• _What this task involves_:
Compute how many lines in the records below contain the string "Harlaka" and give that number without other output.

*** Given entries Section Begins ***

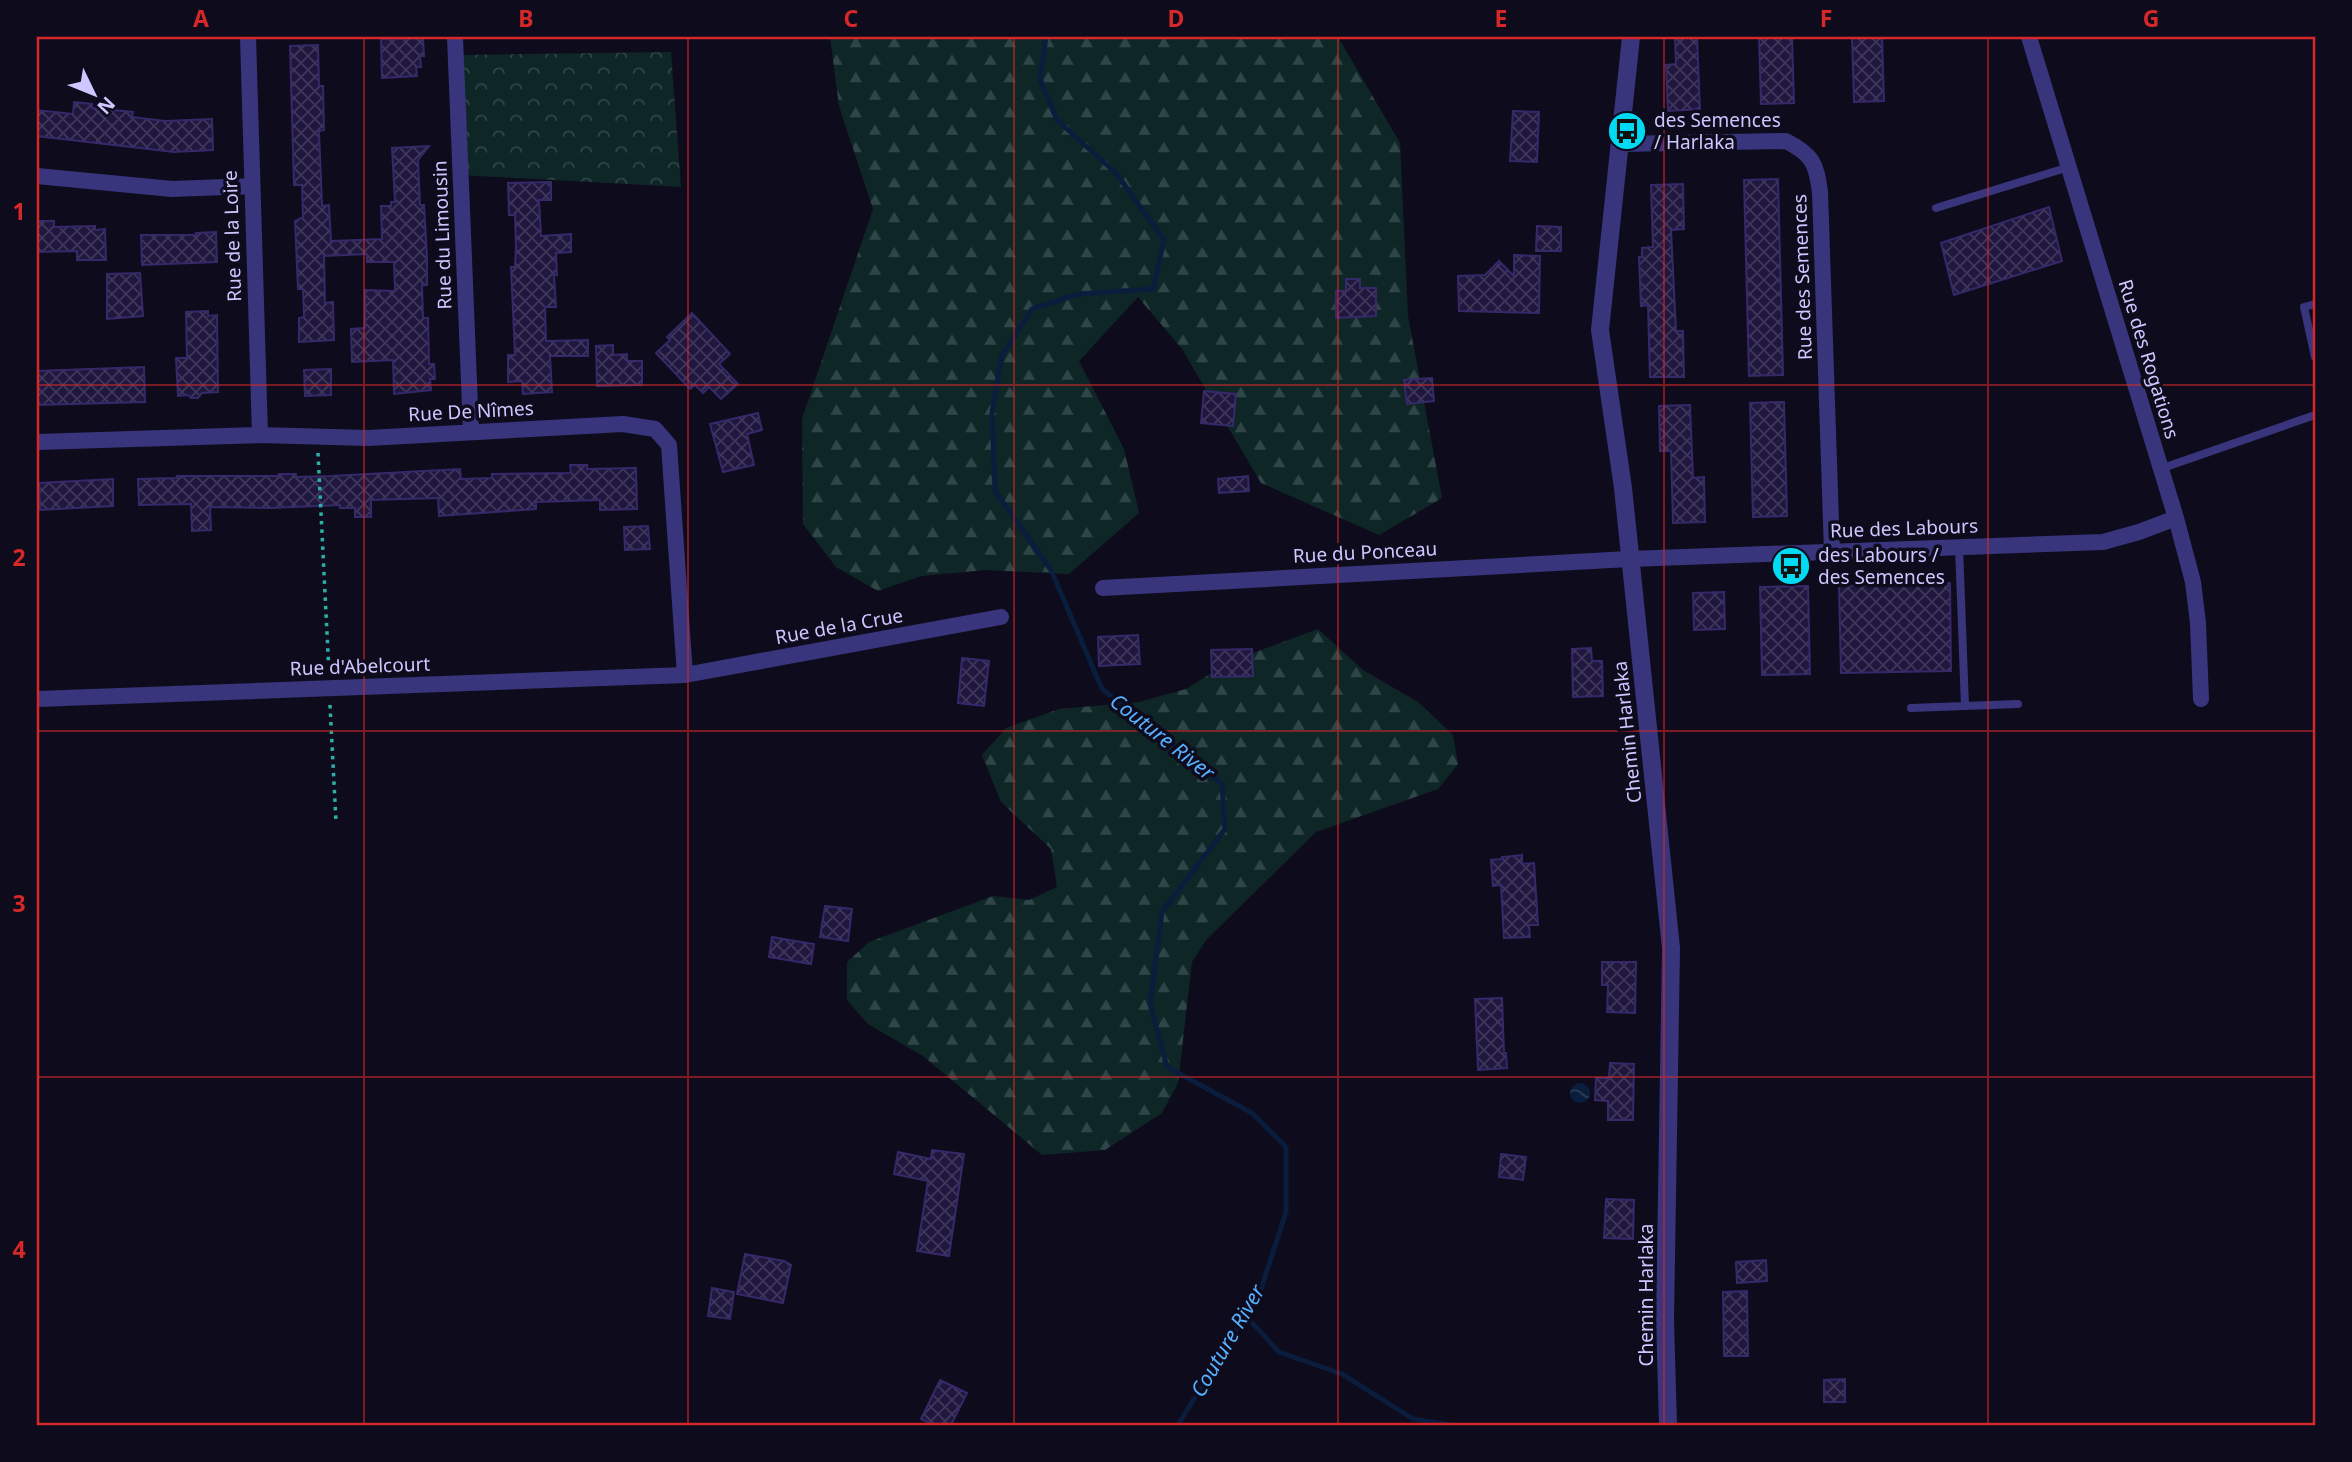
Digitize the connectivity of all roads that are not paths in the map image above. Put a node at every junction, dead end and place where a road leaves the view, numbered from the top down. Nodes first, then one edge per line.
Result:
1 (248, 37) edge
2 (455, 37) edge
3 (1631, 37) edge
4 (2029, 37) edge
5 (1619, 144) junction
6 (2069, 167) junction
7 (37, 176) edge
8 (252, 186) junction
9 (1936, 208) dead end
10 (2315, 304) edge
11 (2315, 358) edge
12 (2315, 415) edge
13 (471, 431) junction
14 (260, 435) junction
15 (37, 442) edge
16 (2161, 469) junction
17 (2176, 518) junction
18 (1959, 547) junction
19 (1832, 552) junction
20 (1629, 559) junction
21 (1103, 588) dead end
22 (1001, 617) dead end
23 (685, 675) junction
24 (37, 699) edge
25 (2201, 699) dead end
26 (2018, 704) dead end
27 (1965, 706) junction
28 (1911, 708) dead end
29 (1668, 1425) edge

1 - 8 street, Rue de la Loire
2 - 13 street, Rue du Limousin
3 - 5 street, Chemin Harlaka
4 - 6 street, Rue des Rogations
5 - 19 street, Rue des Semences
5 - 20 street, Chemin Harlaka
6 - 9 lane
6 - 16 street, Rue des Rogations
7 - 8 street
8 - 14 street, Rue de la Loire
10 - 11 lane
12 - 16 lane
13 - 14 street, Rue De Nîmes
13 - 23 street, Rue De Nîmes
14 - 15 street, Rue De Nîmes
16 - 17 street, Rue des Rogations
17 - 18 street, Rue des Labours
17 - 25 street, Rue des Rogations
18 - 19 street, Rue des Labours
18 - 27 lane
19 - 20 street, Rue des Labours
20 - 21 street, Rue du Ponceau
20 - 29 street, Chemin Harlaka
22 - 23 street, Rue de la Crue
23 - 24 street, Rue d'Abelcourt
26 - 27 lane
27 - 28 lane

*** Given entries Section Ends ***

• _Task result_:
3